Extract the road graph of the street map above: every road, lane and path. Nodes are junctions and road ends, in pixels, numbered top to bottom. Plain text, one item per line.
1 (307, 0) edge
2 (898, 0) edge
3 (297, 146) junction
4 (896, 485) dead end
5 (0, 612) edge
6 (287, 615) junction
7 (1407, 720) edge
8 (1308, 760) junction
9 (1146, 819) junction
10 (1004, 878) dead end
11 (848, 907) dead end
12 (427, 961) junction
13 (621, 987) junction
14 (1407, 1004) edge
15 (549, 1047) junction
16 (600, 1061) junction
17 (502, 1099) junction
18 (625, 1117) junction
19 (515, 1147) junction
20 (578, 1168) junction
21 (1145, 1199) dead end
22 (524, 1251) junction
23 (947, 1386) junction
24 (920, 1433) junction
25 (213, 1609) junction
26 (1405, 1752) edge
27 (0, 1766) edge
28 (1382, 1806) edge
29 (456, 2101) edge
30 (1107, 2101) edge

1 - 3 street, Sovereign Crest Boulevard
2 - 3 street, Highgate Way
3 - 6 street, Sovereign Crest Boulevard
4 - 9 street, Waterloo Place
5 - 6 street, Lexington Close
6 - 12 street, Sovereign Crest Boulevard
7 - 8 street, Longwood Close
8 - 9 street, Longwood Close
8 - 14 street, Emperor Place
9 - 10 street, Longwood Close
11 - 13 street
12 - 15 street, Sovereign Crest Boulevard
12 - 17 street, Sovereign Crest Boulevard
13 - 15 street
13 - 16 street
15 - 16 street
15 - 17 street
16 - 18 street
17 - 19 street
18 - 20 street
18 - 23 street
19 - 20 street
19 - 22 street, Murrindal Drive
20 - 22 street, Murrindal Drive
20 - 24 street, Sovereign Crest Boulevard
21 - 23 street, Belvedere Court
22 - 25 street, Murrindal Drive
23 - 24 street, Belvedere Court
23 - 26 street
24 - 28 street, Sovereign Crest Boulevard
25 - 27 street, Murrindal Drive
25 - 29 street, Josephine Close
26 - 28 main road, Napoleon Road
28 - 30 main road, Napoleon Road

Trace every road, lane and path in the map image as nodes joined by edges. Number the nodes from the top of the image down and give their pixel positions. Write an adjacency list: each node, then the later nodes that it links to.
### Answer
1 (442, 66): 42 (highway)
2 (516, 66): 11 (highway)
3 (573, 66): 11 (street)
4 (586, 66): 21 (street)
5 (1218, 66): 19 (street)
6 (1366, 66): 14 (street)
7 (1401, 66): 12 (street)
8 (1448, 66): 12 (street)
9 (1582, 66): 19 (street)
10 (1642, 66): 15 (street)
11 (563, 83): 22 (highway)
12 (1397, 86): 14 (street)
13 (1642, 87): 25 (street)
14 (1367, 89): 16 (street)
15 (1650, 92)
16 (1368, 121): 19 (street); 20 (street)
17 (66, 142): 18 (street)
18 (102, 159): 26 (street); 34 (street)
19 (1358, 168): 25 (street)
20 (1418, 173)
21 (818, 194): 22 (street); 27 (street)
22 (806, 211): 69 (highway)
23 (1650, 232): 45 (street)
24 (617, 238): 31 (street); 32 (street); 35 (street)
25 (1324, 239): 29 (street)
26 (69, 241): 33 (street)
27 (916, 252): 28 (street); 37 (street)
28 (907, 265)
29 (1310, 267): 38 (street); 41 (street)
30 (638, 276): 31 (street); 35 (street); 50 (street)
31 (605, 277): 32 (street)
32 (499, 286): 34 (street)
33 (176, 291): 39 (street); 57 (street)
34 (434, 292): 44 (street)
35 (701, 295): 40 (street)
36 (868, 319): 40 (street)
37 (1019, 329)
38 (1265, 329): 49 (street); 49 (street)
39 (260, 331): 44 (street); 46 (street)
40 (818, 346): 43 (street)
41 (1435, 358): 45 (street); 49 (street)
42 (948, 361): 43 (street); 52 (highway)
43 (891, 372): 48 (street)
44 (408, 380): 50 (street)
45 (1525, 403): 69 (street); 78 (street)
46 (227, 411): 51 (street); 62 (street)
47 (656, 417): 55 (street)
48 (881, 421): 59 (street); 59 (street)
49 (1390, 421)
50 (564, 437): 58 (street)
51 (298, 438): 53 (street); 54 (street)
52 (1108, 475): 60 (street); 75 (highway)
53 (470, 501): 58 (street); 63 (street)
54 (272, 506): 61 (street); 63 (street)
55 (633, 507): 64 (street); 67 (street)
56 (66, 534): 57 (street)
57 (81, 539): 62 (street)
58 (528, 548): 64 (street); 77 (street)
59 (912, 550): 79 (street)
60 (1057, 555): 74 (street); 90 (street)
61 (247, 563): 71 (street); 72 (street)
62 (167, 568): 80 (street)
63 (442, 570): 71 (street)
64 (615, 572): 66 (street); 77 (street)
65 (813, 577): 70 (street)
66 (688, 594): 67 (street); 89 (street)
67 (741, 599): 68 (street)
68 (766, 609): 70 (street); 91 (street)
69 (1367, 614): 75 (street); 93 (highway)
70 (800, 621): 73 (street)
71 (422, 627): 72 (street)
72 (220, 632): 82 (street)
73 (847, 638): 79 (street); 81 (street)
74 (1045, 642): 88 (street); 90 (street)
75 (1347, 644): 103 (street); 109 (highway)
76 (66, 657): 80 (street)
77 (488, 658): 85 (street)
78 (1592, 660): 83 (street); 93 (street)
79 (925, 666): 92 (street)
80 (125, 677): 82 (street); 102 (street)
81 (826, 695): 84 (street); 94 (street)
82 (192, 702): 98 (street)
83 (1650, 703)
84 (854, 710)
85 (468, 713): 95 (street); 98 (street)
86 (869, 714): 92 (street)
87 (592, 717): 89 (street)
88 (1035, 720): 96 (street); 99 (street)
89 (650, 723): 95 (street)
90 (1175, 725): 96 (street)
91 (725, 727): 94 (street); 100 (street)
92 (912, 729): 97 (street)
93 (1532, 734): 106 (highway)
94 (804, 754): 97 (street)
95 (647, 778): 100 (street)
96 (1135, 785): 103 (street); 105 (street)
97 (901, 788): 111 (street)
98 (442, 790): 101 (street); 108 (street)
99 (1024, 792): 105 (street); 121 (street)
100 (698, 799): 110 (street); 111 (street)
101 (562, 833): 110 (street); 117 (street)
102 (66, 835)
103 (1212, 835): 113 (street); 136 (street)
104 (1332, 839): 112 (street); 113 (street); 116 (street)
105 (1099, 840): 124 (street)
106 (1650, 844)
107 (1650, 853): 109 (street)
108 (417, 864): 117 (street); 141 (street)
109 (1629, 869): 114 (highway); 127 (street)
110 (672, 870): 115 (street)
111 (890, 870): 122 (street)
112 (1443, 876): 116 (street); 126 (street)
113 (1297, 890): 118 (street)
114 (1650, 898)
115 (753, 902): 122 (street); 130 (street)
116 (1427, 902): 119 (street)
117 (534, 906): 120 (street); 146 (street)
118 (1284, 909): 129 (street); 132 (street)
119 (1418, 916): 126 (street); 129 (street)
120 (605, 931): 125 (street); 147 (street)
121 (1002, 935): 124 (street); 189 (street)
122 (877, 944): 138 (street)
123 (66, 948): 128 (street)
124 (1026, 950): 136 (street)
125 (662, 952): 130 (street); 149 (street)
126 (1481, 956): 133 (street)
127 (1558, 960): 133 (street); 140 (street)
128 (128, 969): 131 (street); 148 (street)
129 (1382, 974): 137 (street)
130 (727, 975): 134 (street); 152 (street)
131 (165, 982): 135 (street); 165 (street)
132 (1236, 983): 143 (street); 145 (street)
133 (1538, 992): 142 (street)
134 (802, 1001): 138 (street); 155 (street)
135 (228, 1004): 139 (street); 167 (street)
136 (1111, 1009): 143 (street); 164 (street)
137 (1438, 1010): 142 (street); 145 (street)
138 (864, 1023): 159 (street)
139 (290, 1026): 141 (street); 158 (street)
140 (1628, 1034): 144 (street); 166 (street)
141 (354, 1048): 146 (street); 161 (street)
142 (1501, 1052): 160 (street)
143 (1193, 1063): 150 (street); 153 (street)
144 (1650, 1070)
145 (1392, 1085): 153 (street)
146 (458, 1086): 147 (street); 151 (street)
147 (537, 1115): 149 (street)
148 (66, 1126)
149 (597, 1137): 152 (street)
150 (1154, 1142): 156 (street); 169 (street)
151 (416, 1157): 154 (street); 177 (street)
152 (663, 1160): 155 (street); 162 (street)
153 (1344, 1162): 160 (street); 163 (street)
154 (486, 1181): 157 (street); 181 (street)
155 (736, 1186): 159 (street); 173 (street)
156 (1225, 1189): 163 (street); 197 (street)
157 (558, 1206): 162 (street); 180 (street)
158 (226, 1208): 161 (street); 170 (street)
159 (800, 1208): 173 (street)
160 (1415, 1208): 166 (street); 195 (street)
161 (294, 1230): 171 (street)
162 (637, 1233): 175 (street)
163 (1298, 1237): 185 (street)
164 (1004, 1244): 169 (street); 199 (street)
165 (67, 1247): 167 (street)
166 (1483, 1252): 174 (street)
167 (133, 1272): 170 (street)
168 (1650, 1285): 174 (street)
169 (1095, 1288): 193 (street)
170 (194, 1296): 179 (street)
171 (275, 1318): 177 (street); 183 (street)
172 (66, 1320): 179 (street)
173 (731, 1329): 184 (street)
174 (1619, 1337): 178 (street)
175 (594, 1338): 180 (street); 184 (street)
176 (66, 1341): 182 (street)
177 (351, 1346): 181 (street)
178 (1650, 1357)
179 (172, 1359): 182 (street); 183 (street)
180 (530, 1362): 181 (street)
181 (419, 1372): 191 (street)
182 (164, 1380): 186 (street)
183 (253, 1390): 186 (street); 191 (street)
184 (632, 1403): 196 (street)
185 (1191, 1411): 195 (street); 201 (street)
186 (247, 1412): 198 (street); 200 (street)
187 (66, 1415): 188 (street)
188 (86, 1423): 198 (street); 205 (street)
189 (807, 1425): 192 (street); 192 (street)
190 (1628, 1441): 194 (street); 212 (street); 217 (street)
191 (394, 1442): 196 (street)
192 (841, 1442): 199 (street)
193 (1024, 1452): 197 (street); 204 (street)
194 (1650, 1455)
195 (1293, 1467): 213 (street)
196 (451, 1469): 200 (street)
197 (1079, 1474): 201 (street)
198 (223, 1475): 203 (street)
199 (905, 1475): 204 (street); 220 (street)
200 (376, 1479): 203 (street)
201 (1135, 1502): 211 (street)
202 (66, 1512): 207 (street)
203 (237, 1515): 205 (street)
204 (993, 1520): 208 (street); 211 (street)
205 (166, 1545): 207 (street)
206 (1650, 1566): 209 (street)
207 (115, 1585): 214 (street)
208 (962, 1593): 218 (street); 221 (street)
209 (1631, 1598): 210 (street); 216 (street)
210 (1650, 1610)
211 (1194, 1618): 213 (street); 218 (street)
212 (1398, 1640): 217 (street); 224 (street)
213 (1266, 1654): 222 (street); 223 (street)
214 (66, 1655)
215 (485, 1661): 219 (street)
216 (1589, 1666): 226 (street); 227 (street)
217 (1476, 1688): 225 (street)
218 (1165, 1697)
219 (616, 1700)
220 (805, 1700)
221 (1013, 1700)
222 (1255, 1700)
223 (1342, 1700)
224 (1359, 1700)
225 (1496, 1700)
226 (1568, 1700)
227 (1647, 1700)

_ _ _ _ _

▶ _EXERCISE_: Copy here each line of the preceding records with "Murrindal" in it.

▶ _OUTPUT BELOW_:
19 - 22 street, Murrindal Drive
20 - 22 street, Murrindal Drive
22 - 25 street, Murrindal Drive
25 - 27 street, Murrindal Drive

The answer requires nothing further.